- PROBLEM STATEMENT
Copy all entries verbatim and keep any pictures out of the copy.

Stored data:
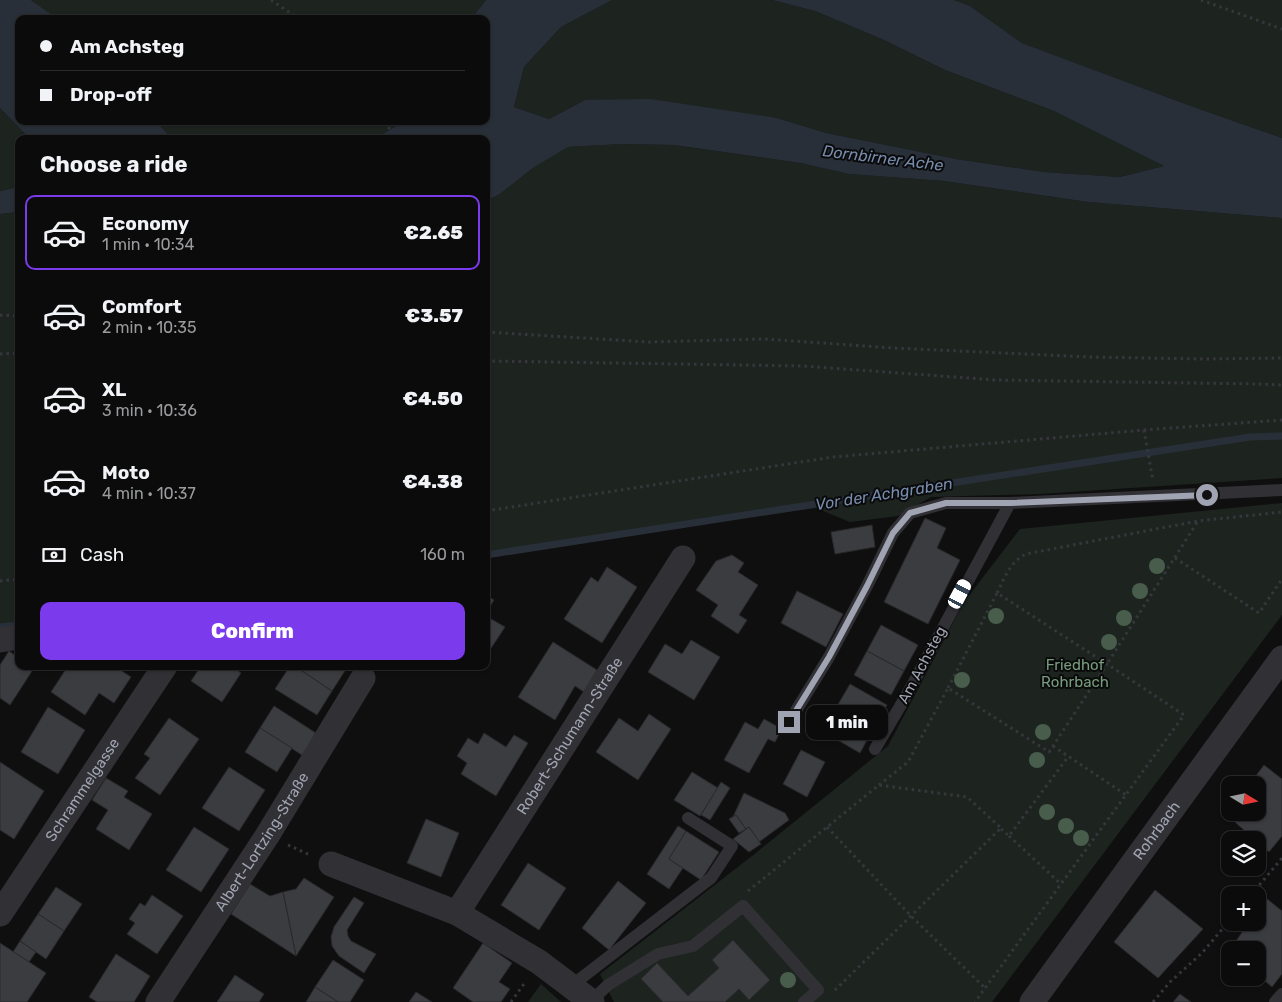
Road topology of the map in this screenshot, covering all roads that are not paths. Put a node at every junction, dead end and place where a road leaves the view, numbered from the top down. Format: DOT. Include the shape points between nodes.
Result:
graph roads {
  1 [pos="1282,490"];
  2 [pos="1010,503"];
  3 [pos="683,558"];
  4 [pos="15,638"];
  5 [pos="0,640"];
  6 [pos="1282,658"];
  7 [pos="162,670"];
  8 [pos="363,678"];
  9 [pos="789,722"];
  10 [pos="875,749"];
  11 [pos="688,818"];
  12 [pos="331,864"];
  13 [pos="457,913"];
  14 [pos="0,914"];
  15 [pos="571,986"];
  16 [pos="1282,994"];
  17 [pos="158,1002"];
  18 [pos="591,1002"];
  19 [pos="804,1002"];
  20 [pos="1032,1002"];
  21 [pos="1275,1002"];
  1 -- 2 [label="lane"];
  2 -- 9 [label="lane" via="946,503 910,513 893,533 829,657"];
  2 -- 10 [label="lane, Am Achsteg"];
  3 -- 13 [label="street, Robert-Schumann-Straße"];
  4 -- 5 [label="street"];
  6 -- 20 [label="street, Rohrbach"];
  7 -- 14 [label="street, Schrammelgasse"];
  8 -- 17 [label="street, Albert-Lortzing-Straße" via="267,836"];
  11 -- 15 [label="lane" via="732,846 711,878"];
  12 -- 13 [label="street"];
  13 -- 15 [label="street" via="539,962"];
  15 -- 18 [label="street"];
  16 -- 21 [label="lane"];
  18 -- 19 [label="lane" via="608,985 658,954 693,946 743,906 818,990"];
}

- YOUR RESPONSE
Road topology of the map in this screenshot, covering all roads that are not paths. Put a node at every junction, dead end and place where a road leaves the view, numbered from the top down. Format: DOT. Include the shape points between nodes.
Result:
graph roads {
  1 [pos="1282,490"];
  2 [pos="1010,503"];
  3 [pos="683,558"];
  4 [pos="15,638"];
  5 [pos="0,640"];
  6 [pos="1282,658"];
  7 [pos="162,670"];
  8 [pos="363,678"];
  9 [pos="789,722"];
  10 [pos="875,749"];
  11 [pos="688,818"];
  12 [pos="331,864"];
  13 [pos="457,913"];
  14 [pos="0,914"];
  15 [pos="571,986"];
  16 [pos="1282,994"];
  17 [pos="158,1002"];
  18 [pos="591,1002"];
  19 [pos="804,1002"];
  20 [pos="1032,1002"];
  21 [pos="1275,1002"];
  1 -- 2 [label="lane"];
  2 -- 9 [label="lane" via="946,503 910,513 893,533 829,657"];
  2 -- 10 [label="lane, Am Achsteg"];
  3 -- 13 [label="street, Robert-Schumann-Straße"];
  4 -- 5 [label="street"];
  6 -- 20 [label="street, Rohrbach"];
  7 -- 14 [label="street, Schrammelgasse"];
  8 -- 17 [label="street, Albert-Lortzing-Straße" via="267,836"];
  11 -- 15 [label="lane" via="732,846 711,878"];
  12 -- 13 [label="street"];
  13 -- 15 [label="street" via="539,962"];
  15 -- 18 [label="street"];
  16 -- 21 [label="lane"];
  18 -- 19 [label="lane" via="608,985 658,954 693,946 743,906 818,990"];
}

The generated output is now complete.